We were already collapsing economically before this — that’s what sparked the protests and the massacre that followed. Now it’s accelerating toward the breaking point. If the Basij and IRGC thugs also stop getting paid enough, they’ll finally feel the heat too.

Here’s another account of the mood of average Iranians in Tehran. 

The economy is eating people alive. 

Prices are through the roof. Eggs, rice, bread, the most basic things, now feel like daily calculations of humiliation. Spending has become necessity only. People are selling dollars, gold, whatever little reserve they had, not to build a future, but to survive the week. 

The streets and subway are not as crowded as they should be. Street vendors are desperate. Restaurants and cafés are bleeding customers. Businesses are taking hit after hit from the blackout. Layoffs are spreading like smoke after a fire. 

There is no mass flight. No grand panic stockpiling. Not yet. What you see is something quieter and heavier: controlled pressure, exhausted restraint, a city burning through its last buffers while pretending to function. 

And the blackout damage has barely begun.





Miad Maleki of the Foundation for Defense of Democracies has been calculating when the regime reaches the tipping point of being absolutely screwed in their oil business. Their catastrophe happens when they can no longer put oil coming out of the pipeline at Kharg Island into containers, floating, land, or buckets lying around, and have to cap the wells at their source in the fields of Southwestern Iran. Maleki says their point of no return is days away. Once that happens, the cost to restart the flow down the road is an enormous price to pay, something the regime has no ability to appropriate.  

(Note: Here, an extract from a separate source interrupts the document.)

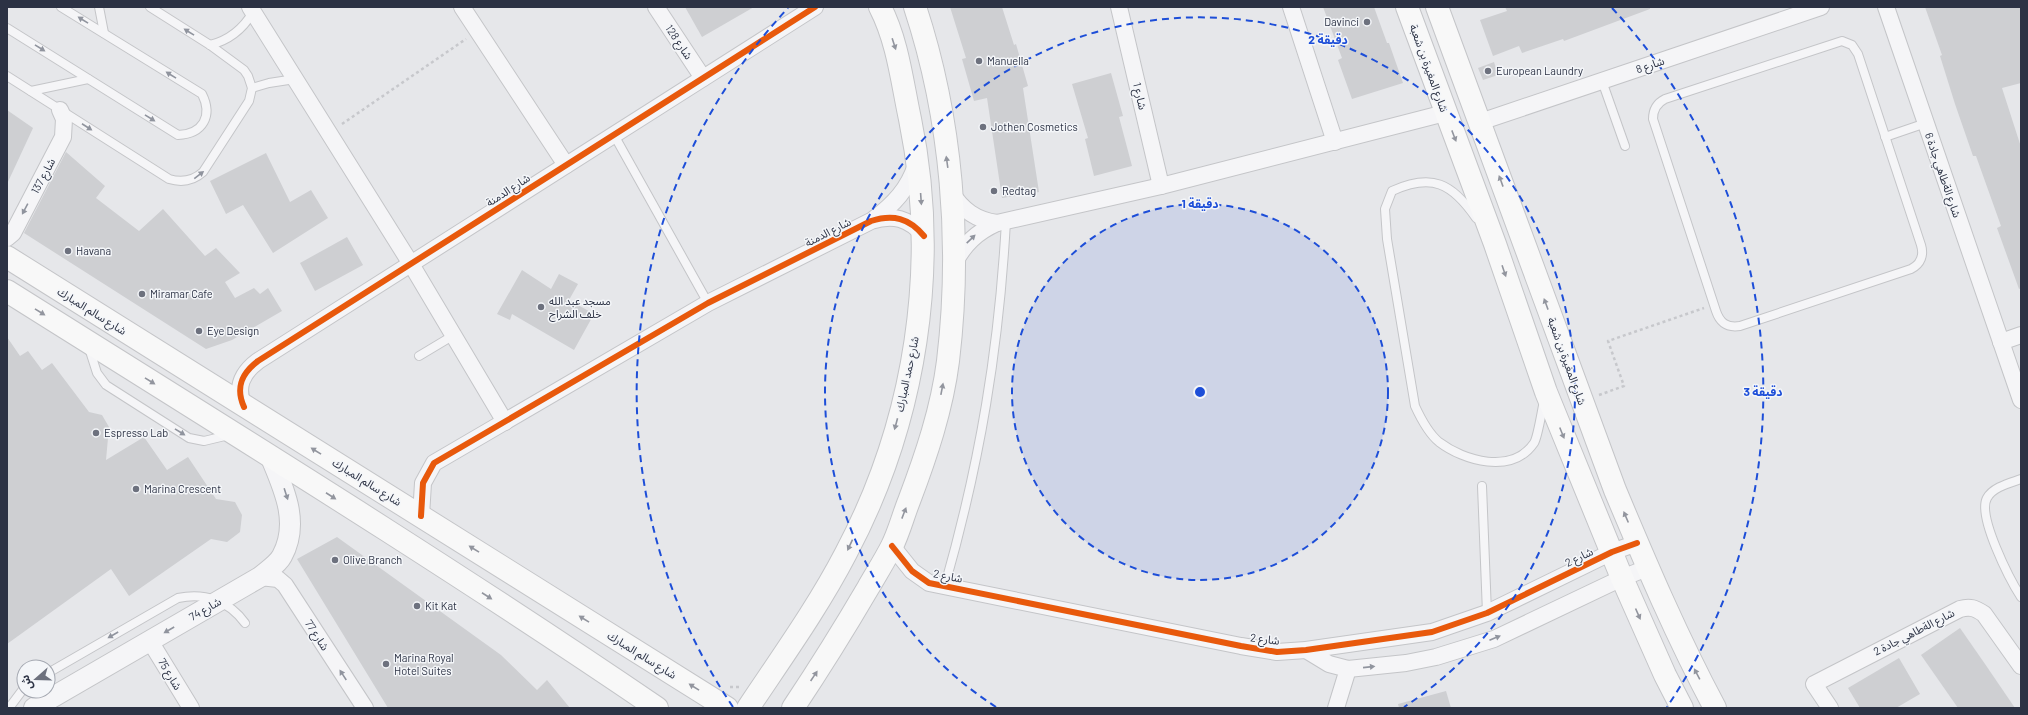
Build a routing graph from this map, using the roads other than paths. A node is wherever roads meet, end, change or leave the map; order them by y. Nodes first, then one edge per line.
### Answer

Six to sixteen days at the absolute most before they have to shut it all down. President Trump thinks it’s even sooner than that. 

A week ago, I said that the more time goes on with Iran threatening traffic through the Strait of Hormuz, the more the markets will, out of necessity, move oil away from that chokepoint forever, taking away Iran’s leverage. As of a week ago, almost 80% of the oil traffic through the Strait was flowing through an alternative route. Add another one to the mix very soon, which will raise that percentage north of 90. 

And as for Iran’s attempt to bypass the petrodollar and force tankers and cargo ships to pay tolls to the regime in either Chinese yuan or cryptocurrency, Treasury Secretary Scott Bessent is taking that option off the table, too. 

By striking a dozen of its Arab neighbors with missiles and drones, Iran has driven them into partnerships with Israel. One recent example is the United Arab Emirates, which just took delivery of an Iron Dome system from Israel, saying they will never forget who their friends were when they needed them, and who attacked them. 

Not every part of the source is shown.